_WORK INSTRUCTION:_ Each entry that follows must be output without any deviation.

Excerpts from a dataset

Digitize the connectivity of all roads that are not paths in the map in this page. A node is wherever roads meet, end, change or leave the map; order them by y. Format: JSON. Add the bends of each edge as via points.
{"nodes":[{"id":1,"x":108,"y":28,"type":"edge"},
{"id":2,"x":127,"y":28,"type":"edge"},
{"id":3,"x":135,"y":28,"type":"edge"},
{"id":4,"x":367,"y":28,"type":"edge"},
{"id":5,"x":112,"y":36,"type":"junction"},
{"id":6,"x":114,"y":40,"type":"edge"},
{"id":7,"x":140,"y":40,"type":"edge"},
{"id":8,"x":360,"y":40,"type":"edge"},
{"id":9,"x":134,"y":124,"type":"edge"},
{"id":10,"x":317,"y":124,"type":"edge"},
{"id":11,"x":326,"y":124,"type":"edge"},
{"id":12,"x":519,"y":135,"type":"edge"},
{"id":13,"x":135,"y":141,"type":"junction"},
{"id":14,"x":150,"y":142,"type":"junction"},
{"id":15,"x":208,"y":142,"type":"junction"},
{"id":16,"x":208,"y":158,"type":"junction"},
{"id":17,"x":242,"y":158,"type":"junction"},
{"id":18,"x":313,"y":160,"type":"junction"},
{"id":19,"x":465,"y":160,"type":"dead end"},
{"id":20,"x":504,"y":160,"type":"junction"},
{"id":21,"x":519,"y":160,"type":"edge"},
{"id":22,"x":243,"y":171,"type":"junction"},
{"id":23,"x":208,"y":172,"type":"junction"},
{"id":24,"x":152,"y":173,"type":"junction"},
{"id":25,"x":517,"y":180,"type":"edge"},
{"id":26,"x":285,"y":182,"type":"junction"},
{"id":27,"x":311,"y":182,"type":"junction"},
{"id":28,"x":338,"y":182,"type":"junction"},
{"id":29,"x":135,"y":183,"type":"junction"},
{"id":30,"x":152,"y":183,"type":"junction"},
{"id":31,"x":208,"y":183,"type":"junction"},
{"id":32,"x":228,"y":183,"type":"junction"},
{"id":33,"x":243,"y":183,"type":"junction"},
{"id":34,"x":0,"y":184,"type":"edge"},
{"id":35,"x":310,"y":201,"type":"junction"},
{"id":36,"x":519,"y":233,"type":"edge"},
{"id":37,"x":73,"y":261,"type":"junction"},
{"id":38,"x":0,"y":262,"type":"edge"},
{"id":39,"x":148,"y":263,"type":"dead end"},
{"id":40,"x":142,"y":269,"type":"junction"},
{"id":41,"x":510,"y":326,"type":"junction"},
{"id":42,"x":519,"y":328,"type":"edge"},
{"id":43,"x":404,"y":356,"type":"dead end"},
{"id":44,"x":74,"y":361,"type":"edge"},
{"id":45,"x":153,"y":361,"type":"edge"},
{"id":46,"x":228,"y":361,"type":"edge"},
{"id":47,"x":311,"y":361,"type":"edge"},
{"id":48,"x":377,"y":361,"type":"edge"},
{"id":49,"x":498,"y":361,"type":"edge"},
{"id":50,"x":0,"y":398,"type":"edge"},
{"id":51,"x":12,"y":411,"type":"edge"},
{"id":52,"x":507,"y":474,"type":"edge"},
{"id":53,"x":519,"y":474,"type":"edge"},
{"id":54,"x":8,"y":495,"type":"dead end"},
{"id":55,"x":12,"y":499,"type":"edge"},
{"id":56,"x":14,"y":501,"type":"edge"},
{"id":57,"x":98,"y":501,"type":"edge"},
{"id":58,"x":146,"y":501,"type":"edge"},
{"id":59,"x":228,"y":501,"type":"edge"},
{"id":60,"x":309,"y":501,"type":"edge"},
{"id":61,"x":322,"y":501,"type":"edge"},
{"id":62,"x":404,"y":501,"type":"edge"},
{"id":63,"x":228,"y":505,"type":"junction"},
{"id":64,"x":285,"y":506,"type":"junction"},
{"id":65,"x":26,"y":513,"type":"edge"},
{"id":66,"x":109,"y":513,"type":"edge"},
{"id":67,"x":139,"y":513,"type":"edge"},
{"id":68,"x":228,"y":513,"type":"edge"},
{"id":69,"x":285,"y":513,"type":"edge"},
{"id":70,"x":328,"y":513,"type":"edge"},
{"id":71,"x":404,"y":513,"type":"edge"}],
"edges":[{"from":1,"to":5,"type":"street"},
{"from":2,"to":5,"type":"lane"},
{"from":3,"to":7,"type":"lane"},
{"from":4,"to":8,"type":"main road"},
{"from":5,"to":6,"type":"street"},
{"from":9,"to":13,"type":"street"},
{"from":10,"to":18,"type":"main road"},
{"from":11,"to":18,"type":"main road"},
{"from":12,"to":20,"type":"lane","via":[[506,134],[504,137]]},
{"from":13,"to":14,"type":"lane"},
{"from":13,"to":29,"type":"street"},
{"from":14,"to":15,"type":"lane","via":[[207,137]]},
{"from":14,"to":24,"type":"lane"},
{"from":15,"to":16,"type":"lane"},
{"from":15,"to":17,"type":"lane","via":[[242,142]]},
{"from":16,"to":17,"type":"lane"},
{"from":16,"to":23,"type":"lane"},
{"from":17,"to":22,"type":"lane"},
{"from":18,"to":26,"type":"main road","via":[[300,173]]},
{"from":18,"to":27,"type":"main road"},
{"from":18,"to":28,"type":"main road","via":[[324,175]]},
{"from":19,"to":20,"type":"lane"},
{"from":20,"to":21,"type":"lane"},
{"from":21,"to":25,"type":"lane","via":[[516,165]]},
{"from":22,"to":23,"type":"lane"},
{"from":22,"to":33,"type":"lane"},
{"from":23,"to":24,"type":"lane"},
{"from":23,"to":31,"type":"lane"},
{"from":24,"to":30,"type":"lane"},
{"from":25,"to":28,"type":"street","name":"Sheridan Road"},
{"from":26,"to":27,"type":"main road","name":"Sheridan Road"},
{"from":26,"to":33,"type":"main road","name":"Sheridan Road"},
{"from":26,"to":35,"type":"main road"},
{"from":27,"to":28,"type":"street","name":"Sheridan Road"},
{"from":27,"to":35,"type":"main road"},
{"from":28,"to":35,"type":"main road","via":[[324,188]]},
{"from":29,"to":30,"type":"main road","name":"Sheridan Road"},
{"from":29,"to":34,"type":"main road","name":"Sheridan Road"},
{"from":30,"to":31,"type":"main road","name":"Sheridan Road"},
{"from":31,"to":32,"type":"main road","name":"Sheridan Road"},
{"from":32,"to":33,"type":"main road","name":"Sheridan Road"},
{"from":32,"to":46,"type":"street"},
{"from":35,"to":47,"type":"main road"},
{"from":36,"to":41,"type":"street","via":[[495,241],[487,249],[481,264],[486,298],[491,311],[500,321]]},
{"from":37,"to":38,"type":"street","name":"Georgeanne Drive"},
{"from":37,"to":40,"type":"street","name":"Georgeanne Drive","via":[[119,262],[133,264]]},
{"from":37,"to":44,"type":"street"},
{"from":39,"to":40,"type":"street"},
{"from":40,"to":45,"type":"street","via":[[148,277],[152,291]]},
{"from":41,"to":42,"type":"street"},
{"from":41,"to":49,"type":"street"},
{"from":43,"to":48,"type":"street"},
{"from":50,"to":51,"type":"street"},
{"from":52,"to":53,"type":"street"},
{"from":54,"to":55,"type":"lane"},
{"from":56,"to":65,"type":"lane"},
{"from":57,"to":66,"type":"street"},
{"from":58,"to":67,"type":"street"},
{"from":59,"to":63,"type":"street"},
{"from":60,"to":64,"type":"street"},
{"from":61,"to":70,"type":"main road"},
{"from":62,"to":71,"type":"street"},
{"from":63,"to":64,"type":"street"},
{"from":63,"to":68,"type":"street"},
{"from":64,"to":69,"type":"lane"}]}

_WRITTEN RESPONSE:_
Digitize the connectivity of all roads that are not paths in the map in this page. A node is wherever roads meet, end, change or leave the map; order them by y. Format: JSON. Add the bends of each edge as via points.
{"nodes":[{"id":1,"x":108,"y":28,"type":"edge"},
{"id":2,"x":127,"y":28,"type":"edge"},
{"id":3,"x":135,"y":28,"type":"edge"},
{"id":4,"x":367,"y":28,"type":"edge"},
{"id":5,"x":112,"y":36,"type":"junction"},
{"id":6,"x":114,"y":40,"type":"edge"},
{"id":7,"x":140,"y":40,"type":"edge"},
{"id":8,"x":360,"y":40,"type":"edge"},
{"id":9,"x":134,"y":124,"type":"edge"},
{"id":10,"x":317,"y":124,"type":"edge"},
{"id":11,"x":326,"y":124,"type":"edge"},
{"id":12,"x":519,"y":135,"type":"edge"},
{"id":13,"x":135,"y":141,"type":"junction"},
{"id":14,"x":150,"y":142,"type":"junction"},
{"id":15,"x":208,"y":142,"type":"junction"},
{"id":16,"x":208,"y":158,"type":"junction"},
{"id":17,"x":242,"y":158,"type":"junction"},
{"id":18,"x":313,"y":160,"type":"junction"},
{"id":19,"x":465,"y":160,"type":"dead end"},
{"id":20,"x":504,"y":160,"type":"junction"},
{"id":21,"x":519,"y":160,"type":"edge"},
{"id":22,"x":243,"y":171,"type":"junction"},
{"id":23,"x":208,"y":172,"type":"junction"},
{"id":24,"x":152,"y":173,"type":"junction"},
{"id":25,"x":517,"y":180,"type":"edge"},
{"id":26,"x":285,"y":182,"type":"junction"},
{"id":27,"x":311,"y":182,"type":"junction"},
{"id":28,"x":338,"y":182,"type":"junction"},
{"id":29,"x":135,"y":183,"type":"junction"},
{"id":30,"x":152,"y":183,"type":"junction"},
{"id":31,"x":208,"y":183,"type":"junction"},
{"id":32,"x":228,"y":183,"type":"junction"},
{"id":33,"x":243,"y":183,"type":"junction"},
{"id":34,"x":0,"y":184,"type":"edge"},
{"id":35,"x":310,"y":201,"type":"junction"},
{"id":36,"x":519,"y":233,"type":"edge"},
{"id":37,"x":73,"y":261,"type":"junction"},
{"id":38,"x":0,"y":262,"type":"edge"},
{"id":39,"x":148,"y":263,"type":"dead end"},
{"id":40,"x":142,"y":269,"type":"junction"},
{"id":41,"x":510,"y":326,"type":"junction"},
{"id":42,"x":519,"y":328,"type":"edge"},
{"id":43,"x":404,"y":356,"type":"dead end"},
{"id":44,"x":74,"y":361,"type":"edge"},
{"id":45,"x":153,"y":361,"type":"edge"},
{"id":46,"x":228,"y":361,"type":"edge"},
{"id":47,"x":311,"y":361,"type":"edge"},
{"id":48,"x":377,"y":361,"type":"edge"},
{"id":49,"x":498,"y":361,"type":"edge"},
{"id":50,"x":0,"y":398,"type":"edge"},
{"id":51,"x":12,"y":411,"type":"edge"},
{"id":52,"x":507,"y":474,"type":"edge"},
{"id":53,"x":519,"y":474,"type":"edge"},
{"id":54,"x":8,"y":495,"type":"dead end"},
{"id":55,"x":12,"y":499,"type":"edge"},
{"id":56,"x":14,"y":501,"type":"edge"},
{"id":57,"x":98,"y":501,"type":"edge"},
{"id":58,"x":146,"y":501,"type":"edge"},
{"id":59,"x":228,"y":501,"type":"edge"},
{"id":60,"x":309,"y":501,"type":"edge"},
{"id":61,"x":322,"y":501,"type":"edge"},
{"id":62,"x":404,"y":501,"type":"edge"},
{"id":63,"x":228,"y":505,"type":"junction"},
{"id":64,"x":285,"y":506,"type":"junction"},
{"id":65,"x":26,"y":513,"type":"edge"},
{"id":66,"x":109,"y":513,"type":"edge"},
{"id":67,"x":139,"y":513,"type":"edge"},
{"id":68,"x":228,"y":513,"type":"edge"},
{"id":69,"x":285,"y":513,"type":"edge"},
{"id":70,"x":328,"y":513,"type":"edge"},
{"id":71,"x":404,"y":513,"type":"edge"}],
"edges":[{"from":1,"to":5,"type":"street"},
{"from":2,"to":5,"type":"lane"},
{"from":3,"to":7,"type":"lane"},
{"from":4,"to":8,"type":"main road"},
{"from":5,"to":6,"type":"street"},
{"from":9,"to":13,"type":"street"},
{"from":10,"to":18,"type":"main road"},
{"from":11,"to":18,"type":"main road"},
{"from":12,"to":20,"type":"lane","via":[[506,134],[504,137]]},
{"from":13,"to":14,"type":"lane"},
{"from":13,"to":29,"type":"street"},
{"from":14,"to":15,"type":"lane","via":[[207,137]]},
{"from":14,"to":24,"type":"lane"},
{"from":15,"to":16,"type":"lane"},
{"from":15,"to":17,"type":"lane","via":[[242,142]]},
{"from":16,"to":17,"type":"lane"},
{"from":16,"to":23,"type":"lane"},
{"from":17,"to":22,"type":"lane"},
{"from":18,"to":26,"type":"main road","via":[[300,173]]},
{"from":18,"to":27,"type":"main road"},
{"from":18,"to":28,"type":"main road","via":[[324,175]]},
{"from":19,"to":20,"type":"lane"},
{"from":20,"to":21,"type":"lane"},
{"from":21,"to":25,"type":"lane","via":[[516,165]]},
{"from":22,"to":23,"type":"lane"},
{"from":22,"to":33,"type":"lane"},
{"from":23,"to":24,"type":"lane"},
{"from":23,"to":31,"type":"lane"},
{"from":24,"to":30,"type":"lane"},
{"from":25,"to":28,"type":"street","name":"Sheridan Road"},
{"from":26,"to":27,"type":"main road","name":"Sheridan Road"},
{"from":26,"to":33,"type":"main road","name":"Sheridan Road"},
{"from":26,"to":35,"type":"main road"},
{"from":27,"to":28,"type":"street","name":"Sheridan Road"},
{"from":27,"to":35,"type":"main road"},
{"from":28,"to":35,"type":"main road","via":[[324,188]]},
{"from":29,"to":30,"type":"main road","name":"Sheridan Road"},
{"from":29,"to":34,"type":"main road","name":"Sheridan Road"},
{"from":30,"to":31,"type":"main road","name":"Sheridan Road"},
{"from":31,"to":32,"type":"main road","name":"Sheridan Road"},
{"from":32,"to":33,"type":"main road","name":"Sheridan Road"},
{"from":32,"to":46,"type":"street"},
{"from":35,"to":47,"type":"main road"},
{"from":36,"to":41,"type":"street","via":[[495,241],[487,249],[481,264],[486,298],[491,311],[500,321]]},
{"from":37,"to":38,"type":"street","name":"Georgeanne Drive"},
{"from":37,"to":40,"type":"street","name":"Georgeanne Drive","via":[[119,262],[133,264]]},
{"from":37,"to":44,"type":"street"},
{"from":39,"to":40,"type":"street"},
{"from":40,"to":45,"type":"street","via":[[148,277],[152,291]]},
{"from":41,"to":42,"type":"street"},
{"from":41,"to":49,"type":"street"},
{"from":43,"to":48,"type":"street"},
{"from":50,"to":51,"type":"street"},
{"from":52,"to":53,"type":"street"},
{"from":54,"to":55,"type":"lane"},
{"from":56,"to":65,"type":"lane"},
{"from":57,"to":66,"type":"street"},
{"from":58,"to":67,"type":"street"},
{"from":59,"to":63,"type":"street"},
{"from":60,"to":64,"type":"street"},
{"from":61,"to":70,"type":"main road"},
{"from":62,"to":71,"type":"street"},
{"from":63,"to":64,"type":"street"},
{"from":63,"to":68,"type":"street"},
{"from":64,"to":69,"type":"lane"}]}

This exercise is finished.